# Task
Word for word, reproduce each of the entries.

BEGIN Data records

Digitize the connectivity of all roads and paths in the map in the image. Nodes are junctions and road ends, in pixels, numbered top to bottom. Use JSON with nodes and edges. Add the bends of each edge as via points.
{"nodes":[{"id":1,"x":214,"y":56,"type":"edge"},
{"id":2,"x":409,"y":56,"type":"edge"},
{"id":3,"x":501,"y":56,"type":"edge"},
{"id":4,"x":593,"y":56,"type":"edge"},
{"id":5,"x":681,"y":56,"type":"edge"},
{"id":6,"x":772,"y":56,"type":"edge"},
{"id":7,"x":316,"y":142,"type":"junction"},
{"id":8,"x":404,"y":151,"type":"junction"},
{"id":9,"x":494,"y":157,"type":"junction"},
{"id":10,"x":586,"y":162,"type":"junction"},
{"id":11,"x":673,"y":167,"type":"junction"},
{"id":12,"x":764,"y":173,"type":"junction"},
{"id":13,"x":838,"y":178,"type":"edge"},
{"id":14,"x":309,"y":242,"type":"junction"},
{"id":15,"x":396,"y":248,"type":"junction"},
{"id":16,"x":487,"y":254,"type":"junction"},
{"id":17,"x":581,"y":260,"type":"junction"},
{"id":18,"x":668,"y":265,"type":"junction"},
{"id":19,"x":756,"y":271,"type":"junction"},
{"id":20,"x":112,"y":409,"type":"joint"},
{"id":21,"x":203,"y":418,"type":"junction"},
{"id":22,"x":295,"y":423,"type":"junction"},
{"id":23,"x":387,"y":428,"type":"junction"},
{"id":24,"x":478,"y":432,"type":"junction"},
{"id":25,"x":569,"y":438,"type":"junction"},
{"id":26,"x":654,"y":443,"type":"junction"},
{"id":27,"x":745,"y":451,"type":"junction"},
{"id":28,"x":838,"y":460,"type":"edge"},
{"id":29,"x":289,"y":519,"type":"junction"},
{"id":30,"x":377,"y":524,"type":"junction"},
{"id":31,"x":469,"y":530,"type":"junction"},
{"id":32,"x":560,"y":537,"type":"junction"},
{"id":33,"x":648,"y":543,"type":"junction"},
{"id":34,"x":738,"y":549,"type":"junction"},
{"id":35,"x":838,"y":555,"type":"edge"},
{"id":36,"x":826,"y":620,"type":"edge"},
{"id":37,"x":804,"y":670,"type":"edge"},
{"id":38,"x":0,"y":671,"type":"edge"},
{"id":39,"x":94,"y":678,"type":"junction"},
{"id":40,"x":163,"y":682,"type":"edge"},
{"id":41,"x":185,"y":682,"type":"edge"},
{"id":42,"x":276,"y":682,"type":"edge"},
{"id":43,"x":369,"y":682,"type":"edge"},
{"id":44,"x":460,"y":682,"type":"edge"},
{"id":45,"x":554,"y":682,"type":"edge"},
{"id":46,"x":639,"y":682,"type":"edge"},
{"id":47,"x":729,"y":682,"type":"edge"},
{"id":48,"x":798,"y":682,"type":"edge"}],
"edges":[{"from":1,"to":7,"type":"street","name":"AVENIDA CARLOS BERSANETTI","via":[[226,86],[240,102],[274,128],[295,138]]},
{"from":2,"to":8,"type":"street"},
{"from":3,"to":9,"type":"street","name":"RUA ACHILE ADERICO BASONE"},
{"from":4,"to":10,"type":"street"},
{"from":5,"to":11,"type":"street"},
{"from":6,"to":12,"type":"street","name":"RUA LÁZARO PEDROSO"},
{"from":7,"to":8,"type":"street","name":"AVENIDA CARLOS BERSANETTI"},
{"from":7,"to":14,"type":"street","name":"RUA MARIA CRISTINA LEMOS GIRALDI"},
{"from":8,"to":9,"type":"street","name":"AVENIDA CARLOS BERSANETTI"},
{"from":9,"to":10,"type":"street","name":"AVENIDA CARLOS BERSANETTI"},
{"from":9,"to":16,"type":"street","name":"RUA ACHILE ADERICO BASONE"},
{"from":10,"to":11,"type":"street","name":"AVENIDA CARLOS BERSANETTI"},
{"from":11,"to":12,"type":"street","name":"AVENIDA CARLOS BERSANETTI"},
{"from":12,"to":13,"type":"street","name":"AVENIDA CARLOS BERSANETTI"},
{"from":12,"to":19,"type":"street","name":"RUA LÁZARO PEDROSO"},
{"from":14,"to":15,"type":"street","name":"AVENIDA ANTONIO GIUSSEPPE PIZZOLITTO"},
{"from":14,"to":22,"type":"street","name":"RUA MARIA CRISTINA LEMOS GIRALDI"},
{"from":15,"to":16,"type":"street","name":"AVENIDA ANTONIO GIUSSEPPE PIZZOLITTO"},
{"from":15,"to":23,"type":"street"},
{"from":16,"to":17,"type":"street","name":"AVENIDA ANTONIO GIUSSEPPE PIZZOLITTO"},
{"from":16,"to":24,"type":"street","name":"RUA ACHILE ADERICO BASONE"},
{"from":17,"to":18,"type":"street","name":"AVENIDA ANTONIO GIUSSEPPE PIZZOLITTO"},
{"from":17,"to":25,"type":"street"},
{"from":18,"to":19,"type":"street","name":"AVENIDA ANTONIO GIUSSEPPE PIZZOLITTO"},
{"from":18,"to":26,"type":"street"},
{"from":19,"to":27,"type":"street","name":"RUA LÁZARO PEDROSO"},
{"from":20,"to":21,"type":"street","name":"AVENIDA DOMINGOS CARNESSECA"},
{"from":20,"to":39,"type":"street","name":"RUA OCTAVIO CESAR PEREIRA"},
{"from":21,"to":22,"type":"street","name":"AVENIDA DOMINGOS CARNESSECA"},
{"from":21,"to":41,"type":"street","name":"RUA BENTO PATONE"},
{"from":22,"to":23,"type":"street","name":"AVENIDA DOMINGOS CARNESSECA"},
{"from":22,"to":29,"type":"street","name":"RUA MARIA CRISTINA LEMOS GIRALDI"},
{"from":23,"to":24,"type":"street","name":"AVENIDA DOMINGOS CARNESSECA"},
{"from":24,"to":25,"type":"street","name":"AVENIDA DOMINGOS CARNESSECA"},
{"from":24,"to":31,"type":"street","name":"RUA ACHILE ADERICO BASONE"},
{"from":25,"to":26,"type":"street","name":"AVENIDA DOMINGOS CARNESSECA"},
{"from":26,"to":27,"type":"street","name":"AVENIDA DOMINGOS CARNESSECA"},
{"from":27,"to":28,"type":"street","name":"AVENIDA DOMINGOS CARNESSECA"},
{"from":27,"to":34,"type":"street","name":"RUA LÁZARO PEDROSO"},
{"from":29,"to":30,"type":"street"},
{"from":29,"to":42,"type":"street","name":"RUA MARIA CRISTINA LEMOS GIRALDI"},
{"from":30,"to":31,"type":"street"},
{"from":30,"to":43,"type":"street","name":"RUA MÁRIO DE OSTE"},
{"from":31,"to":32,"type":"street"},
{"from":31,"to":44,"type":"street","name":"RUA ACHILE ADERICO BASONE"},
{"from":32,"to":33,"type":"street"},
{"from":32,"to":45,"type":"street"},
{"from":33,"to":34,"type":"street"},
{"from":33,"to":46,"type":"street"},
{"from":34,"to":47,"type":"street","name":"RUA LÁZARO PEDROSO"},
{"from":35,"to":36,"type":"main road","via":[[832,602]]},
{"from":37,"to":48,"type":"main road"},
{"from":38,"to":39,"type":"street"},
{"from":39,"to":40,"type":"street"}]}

END Data records

# Problem solution
Digitize the connectivity of all roads and paths in the map in the image. Nodes are junctions and road ends, in pixels, numbered top to bottom. Use JSON with nodes and edges. Add the bends of each edge as via points.
{"nodes":[{"id":1,"x":214,"y":56,"type":"edge"},
{"id":2,"x":409,"y":56,"type":"edge"},
{"id":3,"x":501,"y":56,"type":"edge"},
{"id":4,"x":593,"y":56,"type":"edge"},
{"id":5,"x":681,"y":56,"type":"edge"},
{"id":6,"x":772,"y":56,"type":"edge"},
{"id":7,"x":316,"y":142,"type":"junction"},
{"id":8,"x":404,"y":151,"type":"junction"},
{"id":9,"x":494,"y":157,"type":"junction"},
{"id":10,"x":586,"y":162,"type":"junction"},
{"id":11,"x":673,"y":167,"type":"junction"},
{"id":12,"x":764,"y":173,"type":"junction"},
{"id":13,"x":838,"y":178,"type":"edge"},
{"id":14,"x":309,"y":242,"type":"junction"},
{"id":15,"x":396,"y":248,"type":"junction"},
{"id":16,"x":487,"y":254,"type":"junction"},
{"id":17,"x":581,"y":260,"type":"junction"},
{"id":18,"x":668,"y":265,"type":"junction"},
{"id":19,"x":756,"y":271,"type":"junction"},
{"id":20,"x":112,"y":409,"type":"joint"},
{"id":21,"x":203,"y":418,"type":"junction"},
{"id":22,"x":295,"y":423,"type":"junction"},
{"id":23,"x":387,"y":428,"type":"junction"},
{"id":24,"x":478,"y":432,"type":"junction"},
{"id":25,"x":569,"y":438,"type":"junction"},
{"id":26,"x":654,"y":443,"type":"junction"},
{"id":27,"x":745,"y":451,"type":"junction"},
{"id":28,"x":838,"y":460,"type":"edge"},
{"id":29,"x":289,"y":519,"type":"junction"},
{"id":30,"x":377,"y":524,"type":"junction"},
{"id":31,"x":469,"y":530,"type":"junction"},
{"id":32,"x":560,"y":537,"type":"junction"},
{"id":33,"x":648,"y":543,"type":"junction"},
{"id":34,"x":738,"y":549,"type":"junction"},
{"id":35,"x":838,"y":555,"type":"edge"},
{"id":36,"x":826,"y":620,"type":"edge"},
{"id":37,"x":804,"y":670,"type":"edge"},
{"id":38,"x":0,"y":671,"type":"edge"},
{"id":39,"x":94,"y":678,"type":"junction"},
{"id":40,"x":163,"y":682,"type":"edge"},
{"id":41,"x":185,"y":682,"type":"edge"},
{"id":42,"x":276,"y":682,"type":"edge"},
{"id":43,"x":369,"y":682,"type":"edge"},
{"id":44,"x":460,"y":682,"type":"edge"},
{"id":45,"x":554,"y":682,"type":"edge"},
{"id":46,"x":639,"y":682,"type":"edge"},
{"id":47,"x":729,"y":682,"type":"edge"},
{"id":48,"x":798,"y":682,"type":"edge"}],
"edges":[{"from":1,"to":7,"type":"street","name":"AVENIDA CARLOS BERSANETTI","via":[[226,86],[240,102],[274,128],[295,138]]},
{"from":2,"to":8,"type":"street"},
{"from":3,"to":9,"type":"street","name":"RUA ACHILE ADERICO BASONE"},
{"from":4,"to":10,"type":"street"},
{"from":5,"to":11,"type":"street"},
{"from":6,"to":12,"type":"street","name":"RUA LÁZARO PEDROSO"},
{"from":7,"to":8,"type":"street","name":"AVENIDA CARLOS BERSANETTI"},
{"from":7,"to":14,"type":"street","name":"RUA MARIA CRISTINA LEMOS GIRALDI"},
{"from":8,"to":9,"type":"street","name":"AVENIDA CARLOS BERSANETTI"},
{"from":9,"to":10,"type":"street","name":"AVENIDA CARLOS BERSANETTI"},
{"from":9,"to":16,"type":"street","name":"RUA ACHILE ADERICO BASONE"},
{"from":10,"to":11,"type":"street","name":"AVENIDA CARLOS BERSANETTI"},
{"from":11,"to":12,"type":"street","name":"AVENIDA CARLOS BERSANETTI"},
{"from":12,"to":13,"type":"street","name":"AVENIDA CARLOS BERSANETTI"},
{"from":12,"to":19,"type":"street","name":"RUA LÁZARO PEDROSO"},
{"from":14,"to":15,"type":"street","name":"AVENIDA ANTONIO GIUSSEPPE PIZZOLITTO"},
{"from":14,"to":22,"type":"street","name":"RUA MARIA CRISTINA LEMOS GIRALDI"},
{"from":15,"to":16,"type":"street","name":"AVENIDA ANTONIO GIUSSEPPE PIZZOLITTO"},
{"from":15,"to":23,"type":"street"},
{"from":16,"to":17,"type":"street","name":"AVENIDA ANTONIO GIUSSEPPE PIZZOLITTO"},
{"from":16,"to":24,"type":"street","name":"RUA ACHILE ADERICO BASONE"},
{"from":17,"to":18,"type":"street","name":"AVENIDA ANTONIO GIUSSEPPE PIZZOLITTO"},
{"from":17,"to":25,"type":"street"},
{"from":18,"to":19,"type":"street","name":"AVENIDA ANTONIO GIUSSEPPE PIZZOLITTO"},
{"from":18,"to":26,"type":"street"},
{"from":19,"to":27,"type":"street","name":"RUA LÁZARO PEDROSO"},
{"from":20,"to":21,"type":"street","name":"AVENIDA DOMINGOS CARNESSECA"},
{"from":20,"to":39,"type":"street","name":"RUA OCTAVIO CESAR PEREIRA"},
{"from":21,"to":22,"type":"street","name":"AVENIDA DOMINGOS CARNESSECA"},
{"from":21,"to":41,"type":"street","name":"RUA BENTO PATONE"},
{"from":22,"to":23,"type":"street","name":"AVENIDA DOMINGOS CARNESSECA"},
{"from":22,"to":29,"type":"street","name":"RUA MARIA CRISTINA LEMOS GIRALDI"},
{"from":23,"to":24,"type":"street","name":"AVENIDA DOMINGOS CARNESSECA"},
{"from":24,"to":25,"type":"street","name":"AVENIDA DOMINGOS CARNESSECA"},
{"from":24,"to":31,"type":"street","name":"RUA ACHILE ADERICO BASONE"},
{"from":25,"to":26,"type":"street","name":"AVENIDA DOMINGOS CARNESSECA"},
{"from":26,"to":27,"type":"street","name":"AVENIDA DOMINGOS CARNESSECA"},
{"from":27,"to":28,"type":"street","name":"AVENIDA DOMINGOS CARNESSECA"},
{"from":27,"to":34,"type":"street","name":"RUA LÁZARO PEDROSO"},
{"from":29,"to":30,"type":"street"},
{"from":29,"to":42,"type":"street","name":"RUA MARIA CRISTINA LEMOS GIRALDI"},
{"from":30,"to":31,"type":"street"},
{"from":30,"to":43,"type":"street","name":"RUA MÁRIO DE OSTE"},
{"from":31,"to":32,"type":"street"},
{"from":31,"to":44,"type":"street","name":"RUA ACHILE ADERICO BASONE"},
{"from":32,"to":33,"type":"street"},
{"from":32,"to":45,"type":"street"},
{"from":33,"to":34,"type":"street"},
{"from":33,"to":46,"type":"street"},
{"from":34,"to":47,"type":"street","name":"RUA LÁZARO PEDROSO"},
{"from":35,"to":36,"type":"main road","via":[[832,602]]},
{"from":37,"to":48,"type":"main road"},
{"from":38,"to":39,"type":"street"},
{"from":39,"to":40,"type":"street"}]}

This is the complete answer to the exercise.